Yup. It was used to transfer photos from a camera to a phone back in the day when cameras didn’t have wireless transfer features.
I recently looked into them. They seem shit. Dodgey outdated apps to make them work and such.
That’s another reason why they’re kinda dead now. Closeted apps they have to maintain just to keep that garden walled, and it was a cost they decided they also didn’t want to spend.
I tried them with a few different cameras. They sucked. They wouldn’t reliably connect to Wi-Fi, and they didn’t reliably upload images.

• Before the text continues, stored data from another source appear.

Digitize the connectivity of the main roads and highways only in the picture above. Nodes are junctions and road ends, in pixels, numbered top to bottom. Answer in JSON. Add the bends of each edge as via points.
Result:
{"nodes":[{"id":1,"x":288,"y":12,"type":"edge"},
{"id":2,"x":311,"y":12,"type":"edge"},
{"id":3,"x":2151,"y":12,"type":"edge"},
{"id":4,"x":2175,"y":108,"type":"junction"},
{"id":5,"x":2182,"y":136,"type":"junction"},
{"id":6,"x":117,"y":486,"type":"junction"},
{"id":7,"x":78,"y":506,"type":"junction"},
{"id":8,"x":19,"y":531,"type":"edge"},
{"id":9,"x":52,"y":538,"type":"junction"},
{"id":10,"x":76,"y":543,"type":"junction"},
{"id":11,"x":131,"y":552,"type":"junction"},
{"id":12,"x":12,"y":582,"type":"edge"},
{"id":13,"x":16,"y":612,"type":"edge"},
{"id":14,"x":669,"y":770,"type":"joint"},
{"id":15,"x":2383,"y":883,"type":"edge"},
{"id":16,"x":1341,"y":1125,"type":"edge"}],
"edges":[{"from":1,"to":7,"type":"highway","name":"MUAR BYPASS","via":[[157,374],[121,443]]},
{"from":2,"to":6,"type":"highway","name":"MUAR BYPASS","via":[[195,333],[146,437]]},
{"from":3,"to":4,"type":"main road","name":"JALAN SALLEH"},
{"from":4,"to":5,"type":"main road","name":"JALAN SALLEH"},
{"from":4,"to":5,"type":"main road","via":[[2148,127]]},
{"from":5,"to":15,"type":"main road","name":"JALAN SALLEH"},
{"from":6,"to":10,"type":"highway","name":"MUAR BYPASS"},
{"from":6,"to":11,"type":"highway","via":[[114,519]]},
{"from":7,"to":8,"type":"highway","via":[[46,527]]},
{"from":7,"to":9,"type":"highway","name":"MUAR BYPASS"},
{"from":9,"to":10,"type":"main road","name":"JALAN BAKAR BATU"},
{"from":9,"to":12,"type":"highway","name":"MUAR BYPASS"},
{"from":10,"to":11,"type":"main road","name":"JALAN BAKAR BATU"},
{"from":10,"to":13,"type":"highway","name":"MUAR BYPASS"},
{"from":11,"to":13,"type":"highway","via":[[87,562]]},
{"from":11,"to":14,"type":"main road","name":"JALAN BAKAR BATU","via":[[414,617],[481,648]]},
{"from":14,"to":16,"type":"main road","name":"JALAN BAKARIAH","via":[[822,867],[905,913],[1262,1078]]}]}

Too bad it should be the simplest way to add wifi file transfer to a 3d printer
Yep, had one for my Treo in 2006
Things like this would be so useful in the tinkering community, so many motherboards and such use micro SD cards or USB drives as a primary storage device. Before I gutted my 3d printer and put a computer inside it, I had to schlep the micro SD card back and forth from the printer to the computer room… being able to send it wireless would’ve been great. Looked into it at the time but as other have said all the current solutions are dog shit.
Well, Octoprint worked well for me.
So what does it do, exactly? Can it act like a NIC or something?
Acts as access point, if you connect to it from another device you get access to stuff on the SD card (via app or built-in webserver)… at least in theory. Quality varies.
The old Toshiba ones could run a WebDAV server on them and you could log in with a PC and upload files. Was pretty sweet in a flash cart.
There are also horseless carriages.
Still use mine in my cannon point and shoot. (Just as a storage device though) The software support has long ago suckified when “cloud” became all the rage, but it was awesome to sync camera <-> PC without messing with adapters or cables.